Aim of the exercise ::
Retrieve all lines below that have the string "hand".

Supplied material ::
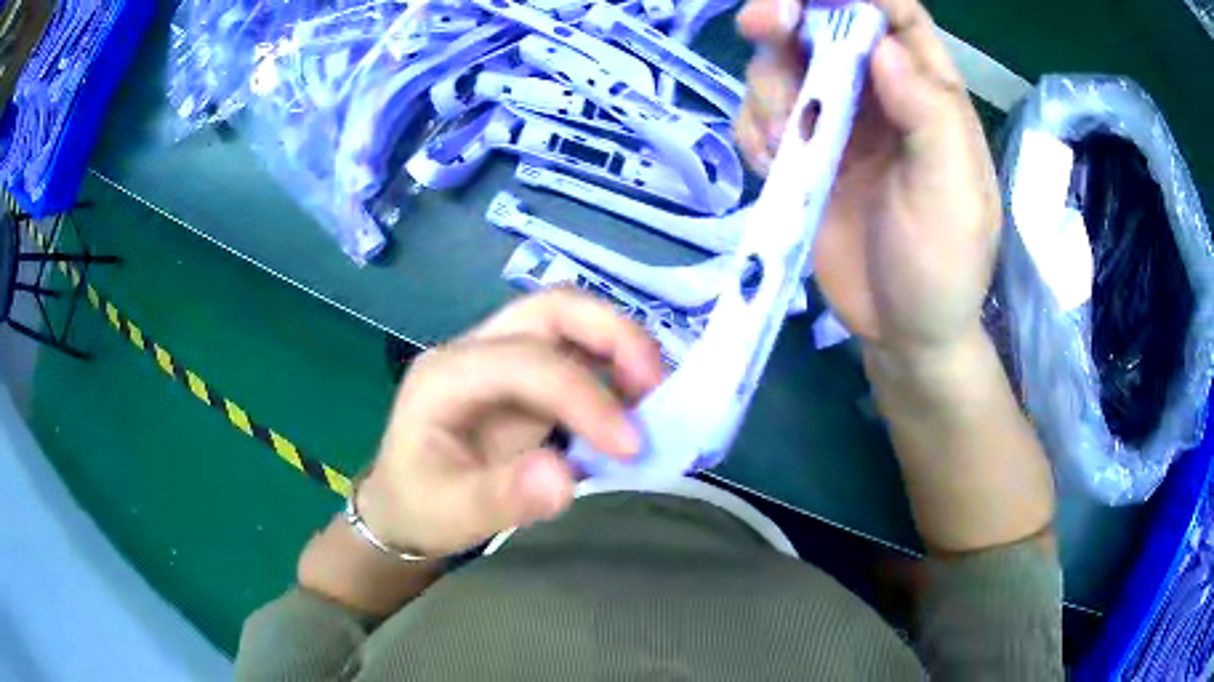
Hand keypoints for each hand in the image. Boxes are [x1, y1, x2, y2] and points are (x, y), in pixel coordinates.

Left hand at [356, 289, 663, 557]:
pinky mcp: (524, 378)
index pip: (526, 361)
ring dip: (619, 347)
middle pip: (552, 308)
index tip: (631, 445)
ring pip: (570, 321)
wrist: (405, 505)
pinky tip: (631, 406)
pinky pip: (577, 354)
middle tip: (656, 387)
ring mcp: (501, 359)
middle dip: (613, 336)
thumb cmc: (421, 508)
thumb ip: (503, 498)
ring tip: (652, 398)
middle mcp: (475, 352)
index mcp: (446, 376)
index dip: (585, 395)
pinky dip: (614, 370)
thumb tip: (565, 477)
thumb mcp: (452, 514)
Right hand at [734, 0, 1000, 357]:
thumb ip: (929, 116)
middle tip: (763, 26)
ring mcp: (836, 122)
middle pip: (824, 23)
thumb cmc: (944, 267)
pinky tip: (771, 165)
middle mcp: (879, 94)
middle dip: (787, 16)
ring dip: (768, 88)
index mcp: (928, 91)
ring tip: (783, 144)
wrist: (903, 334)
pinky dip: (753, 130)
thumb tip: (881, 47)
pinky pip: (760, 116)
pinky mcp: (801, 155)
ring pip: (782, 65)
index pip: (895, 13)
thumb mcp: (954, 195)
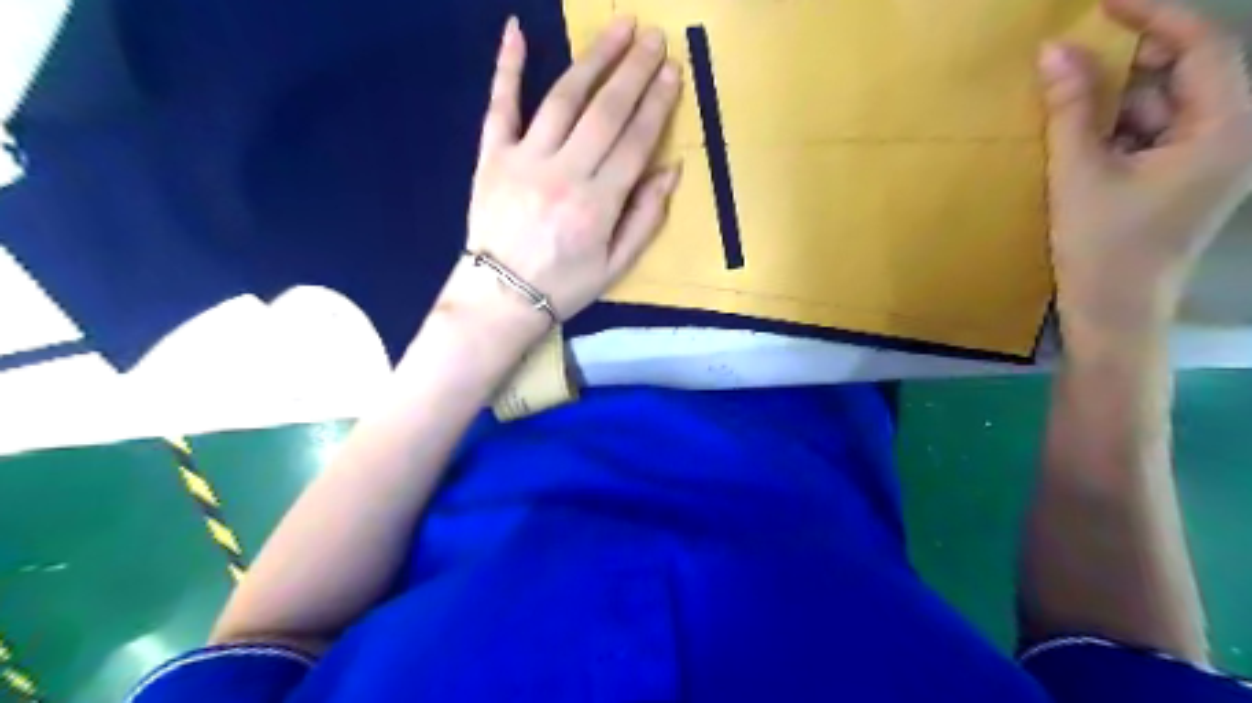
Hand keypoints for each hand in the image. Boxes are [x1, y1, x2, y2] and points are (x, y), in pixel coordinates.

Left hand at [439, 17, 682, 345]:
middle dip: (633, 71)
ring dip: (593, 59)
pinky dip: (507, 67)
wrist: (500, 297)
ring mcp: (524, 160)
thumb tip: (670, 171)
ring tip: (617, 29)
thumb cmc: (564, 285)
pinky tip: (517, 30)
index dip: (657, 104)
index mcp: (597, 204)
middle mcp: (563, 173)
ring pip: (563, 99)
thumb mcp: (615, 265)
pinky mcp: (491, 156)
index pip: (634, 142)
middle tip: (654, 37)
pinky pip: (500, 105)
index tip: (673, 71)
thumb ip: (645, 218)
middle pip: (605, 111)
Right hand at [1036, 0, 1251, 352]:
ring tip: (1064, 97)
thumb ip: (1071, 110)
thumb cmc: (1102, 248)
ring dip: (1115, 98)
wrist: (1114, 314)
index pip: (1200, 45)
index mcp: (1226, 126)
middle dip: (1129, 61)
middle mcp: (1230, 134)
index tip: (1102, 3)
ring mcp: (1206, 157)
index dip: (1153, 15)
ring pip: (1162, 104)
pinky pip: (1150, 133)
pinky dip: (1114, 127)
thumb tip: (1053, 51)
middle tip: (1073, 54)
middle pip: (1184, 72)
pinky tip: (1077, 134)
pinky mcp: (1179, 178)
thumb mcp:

Exercise answer ::
Hand keypoints for each hand in the image. Boxes are [x1, y1, x2, y2] and points are (x, y), in pixel coordinates.
Left hand at [356, 289, 663, 557]:
Right hand at [734, 0, 1000, 357]:
Hand keypoints for each hand in the image. Boxes are [x1, y1, x2, y2] and points are (x, y), in pixel coordinates.
Left hand at [439, 17, 682, 345]:
Right hand at [1036, 0, 1251, 352]:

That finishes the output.